Virtual Taekwondo, pour le Taekwondo

Autre création récente de la société singapourienne Refract Technologies, en partenariat avec la Fédération internationale de taekwondo, Virtual Taekwondo est le seul sport de combat de la liste des esports olympiques. Le taekwondo est un art martial d’origine sud-coréenne inscrit aux Jeux olympiques depuis 2000.

Dans sa version virtuelle, le ou la joueur·se se sert de son corps comme d’une manette de jeu, grâce aux capteurs fixés sur son corps, pour garder son adversaire à distance. Physiquement exigeant, le jeu nécessite de bouger comme pour une véritable compétition, sans cependant risquer de prendre des coups car l’adversaire est virtuel·le et le combat sans contact. Face à son écran, le ou la joueur·se exécute les mouvements inhérents à ce sport, mais dans le cadre d’un combat, ce qui pimente la démonstration. Les champion·nes de ce sport ont participé aux démonstrations du jeu en 2022. Les champion·nes des JO esport 2023 sont les Singapourien·nes Nigel Tan et Natalie Tor et le chinois Wu Jingyu.

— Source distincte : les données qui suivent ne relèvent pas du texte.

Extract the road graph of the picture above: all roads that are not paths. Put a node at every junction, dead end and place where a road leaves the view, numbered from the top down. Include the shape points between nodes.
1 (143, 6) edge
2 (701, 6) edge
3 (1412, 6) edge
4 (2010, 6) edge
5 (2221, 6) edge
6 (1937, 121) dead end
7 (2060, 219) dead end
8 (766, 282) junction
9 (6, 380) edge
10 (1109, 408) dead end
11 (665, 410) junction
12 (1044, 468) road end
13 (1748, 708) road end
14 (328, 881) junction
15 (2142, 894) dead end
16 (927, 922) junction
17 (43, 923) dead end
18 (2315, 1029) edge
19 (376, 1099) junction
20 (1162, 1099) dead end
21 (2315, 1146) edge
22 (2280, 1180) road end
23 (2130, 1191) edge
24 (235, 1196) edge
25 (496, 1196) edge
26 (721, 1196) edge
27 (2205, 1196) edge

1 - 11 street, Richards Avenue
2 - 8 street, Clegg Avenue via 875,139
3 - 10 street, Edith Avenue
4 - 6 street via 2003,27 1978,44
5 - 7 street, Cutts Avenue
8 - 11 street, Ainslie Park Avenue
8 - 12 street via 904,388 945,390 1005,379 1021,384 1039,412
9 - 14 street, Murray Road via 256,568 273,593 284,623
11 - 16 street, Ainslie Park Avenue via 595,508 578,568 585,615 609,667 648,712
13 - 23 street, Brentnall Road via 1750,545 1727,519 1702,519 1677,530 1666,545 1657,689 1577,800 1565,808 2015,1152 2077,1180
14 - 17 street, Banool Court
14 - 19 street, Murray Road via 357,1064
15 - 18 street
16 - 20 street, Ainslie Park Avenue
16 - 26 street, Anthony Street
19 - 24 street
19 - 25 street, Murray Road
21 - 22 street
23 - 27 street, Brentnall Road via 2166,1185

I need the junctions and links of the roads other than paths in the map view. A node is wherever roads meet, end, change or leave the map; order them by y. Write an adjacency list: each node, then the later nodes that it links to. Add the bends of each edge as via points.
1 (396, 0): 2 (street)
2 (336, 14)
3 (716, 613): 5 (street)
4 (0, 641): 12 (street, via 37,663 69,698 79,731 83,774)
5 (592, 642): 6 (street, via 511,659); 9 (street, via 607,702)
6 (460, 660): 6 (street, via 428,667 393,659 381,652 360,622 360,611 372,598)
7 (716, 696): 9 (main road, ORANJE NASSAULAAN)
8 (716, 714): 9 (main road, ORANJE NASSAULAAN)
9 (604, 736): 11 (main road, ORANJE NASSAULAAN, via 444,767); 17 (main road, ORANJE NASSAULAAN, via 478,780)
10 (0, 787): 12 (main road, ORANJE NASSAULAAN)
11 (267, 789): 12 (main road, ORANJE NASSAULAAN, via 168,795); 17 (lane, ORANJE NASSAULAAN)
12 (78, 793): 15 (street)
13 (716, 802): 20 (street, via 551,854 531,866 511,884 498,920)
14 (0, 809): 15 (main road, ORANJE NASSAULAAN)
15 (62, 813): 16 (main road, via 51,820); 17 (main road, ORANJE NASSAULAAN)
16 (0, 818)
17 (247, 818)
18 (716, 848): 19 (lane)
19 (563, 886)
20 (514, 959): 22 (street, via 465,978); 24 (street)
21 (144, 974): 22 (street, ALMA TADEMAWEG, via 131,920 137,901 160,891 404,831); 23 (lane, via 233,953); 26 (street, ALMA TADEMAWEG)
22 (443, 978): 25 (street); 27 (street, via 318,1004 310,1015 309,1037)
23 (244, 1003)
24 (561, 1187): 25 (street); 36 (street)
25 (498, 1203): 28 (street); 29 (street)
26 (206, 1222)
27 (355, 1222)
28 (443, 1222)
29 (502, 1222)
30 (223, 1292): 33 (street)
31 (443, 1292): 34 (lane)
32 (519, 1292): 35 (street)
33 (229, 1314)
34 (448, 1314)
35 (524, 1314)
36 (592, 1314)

Chess.com, pour les échecs

Serveur, forum internet et réseau social autour des échecs, créé en mai 2007, le site Chess.com propose aussi une application mobile. En 2023, le site est considéré comme le serveur d’échecs le plus important en terme de trafic et organise tournois, parties rapides et blitz (parties en temps limité) auxquels sont convié·es les meilleur·ses joueur·ses du monde. Hormis l’absence du plateau et des pièces de jeu, le jeu d’échecs est ici proposé dans sa forme la plus épurée. Chess.com propose un grand choix de modes de jeu que ce soit contre des adversaires réel·les ou face à l’ordinateur, qui joue en fonction des choix du joueur·se.

Sur plateau ou sur écran, le jeu d’échec reste le jeu d’échec et sa pratique nécessite entraînement, discipline, connaissance de l’échiquier, de ses pièces et l’étude des grandes parties jouées par les maîtres si l’on prétend glaner une médaille olympique. Malgré plusieurs tentatives pour être inscrits comme sport olympique,  les échecs n’ont obtenu le statut de sport auprès du CIO qu’en 1999, et n’ont été présentés qu’en démonstration. Désormais, les échecs seront également classés dans la section esport et ont un champion olympique : le Serbe Aleksei Sarana.

WBSC eBASEBALL™ : POWER PROS, pour le Baseball

Jeu vidéo japonais créé par Konami, WBSC eBASEBALL™ : POWER PROS est une simulation de baseball sur console. Le jeu propose les modes « tournoi » et « jeu rapide ». Les joueur·ses peuvent choisir parmi une liste de plus de 300 personnages de l’univers Power Pros pour constituer leurs propres équipes. Jouable en solo et jusqu’à quatre joueur·ses sur le même écran, WBSC eBASEBALL™ : POWER PROS est aussi jouable en mode sans fil et même en ligne, en un contre un.

Le physique n’est évidemment pas aussi sollicité que sur le terrain, mais le principe reste le même : frapper, lancer et défendre.  Pour le plaisir des spectateur·ices, il est possible de revivre les plus belles actions de jeu par des animations spectaculaires de double jeu, arrêts de plongée, réception de homerun en plein vol, etc. C’est la deuxième fois que les ejoueur·ses de baseball s’affrontent aux JO esport et l’édition 2023 est remportée par le Japonais Mori Shoma.